**PROVIDED RECORDS**

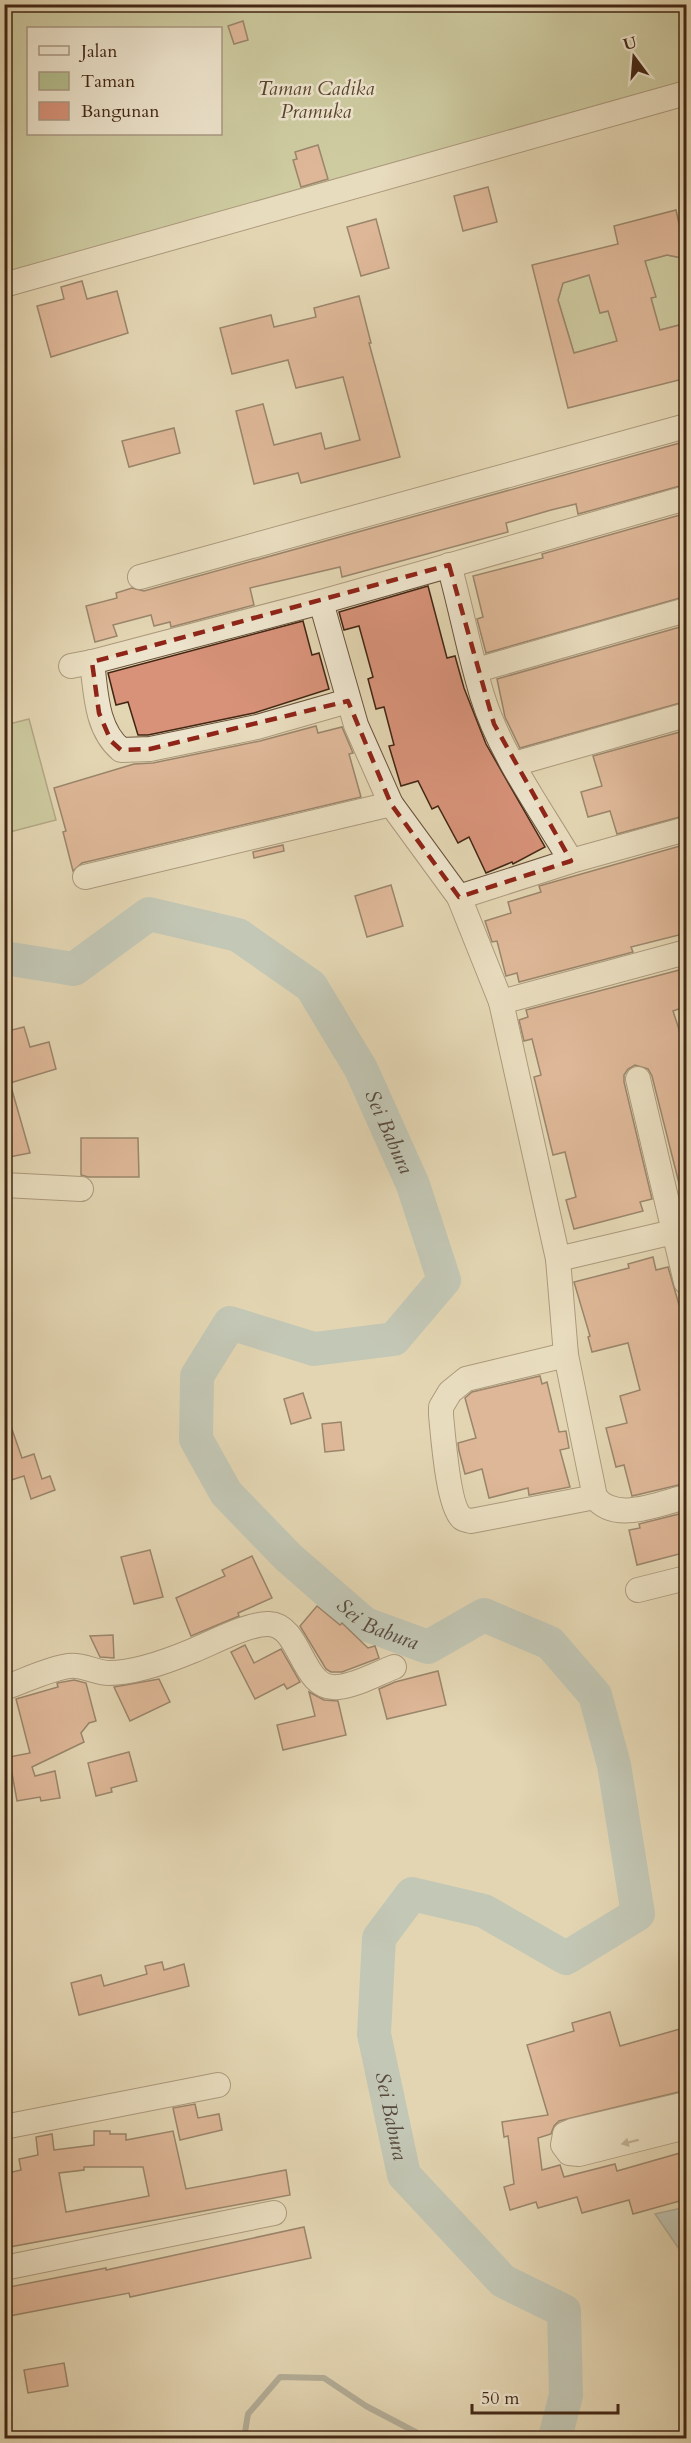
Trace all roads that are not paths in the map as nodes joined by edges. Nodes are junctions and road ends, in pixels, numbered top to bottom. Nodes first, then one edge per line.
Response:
1 (687, 93) edge
2 (4, 285) edge
3 (687, 426) edge
4 (687, 498) edge
5 (449, 565) junction
6 (140, 577) dead end
7 (321, 602) junction
8 (687, 610) edge
9 (477, 670) junction
10 (348, 701) junction
11 (687, 716) edge
12 (514, 764) junction
13 (391, 804) junction
14 (687, 829) edge
15 (572, 861) junction
16 (86, 877) dead end
17 (459, 897) junction
18 (687, 952) edge
19 (501, 1002) junction
20 (638, 1079) dead end
21 (4, 1185) edge
22 (81, 1189) dead end
23 (681, 1231) edge
24 (558, 1259) junction
25 (687, 1281) edge
26 (566, 1355) junction
27 (595, 1497) junction
28 (687, 1497) edge
29 (687, 1578) edge
30 (638, 1590) dead end
31 (394, 1667) dead end
32 (4, 1688) edge
33 (218, 2085) dead end
34 (687, 2104) edge
35 (4, 2127) edge
36 (687, 2127) edge
37 (274, 2213) dead end
38 (4, 2268) edge

1 - 2 street
3 - 6 street
4 - 5 street
5 - 7 street
5 - 9 street
7 - 10 street
7 - 10 street
8 - 9 street
9 - 12 street
10 - 13 street
11 - 12 street
12 - 15 street
13 - 16 street
13 - 17 street
14 - 15 street
15 - 17 street
17 - 19 street
18 - 19 street
19 - 24 street
20 - 23 street
21 - 22 street
23 - 24 street
23 - 25 street
24 - 26 street
26 - 27 street
26 - 27 street
27 - 28 street
29 - 30 street
31 - 32 street
33 - 35 street
36 -> 34 street
37 - 38 street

**WHAT THE TASK ASKS**
Please give, as a single number with nothing added, the count of lines in the records that contain the word "dead".

**COMPLETED TASK**
8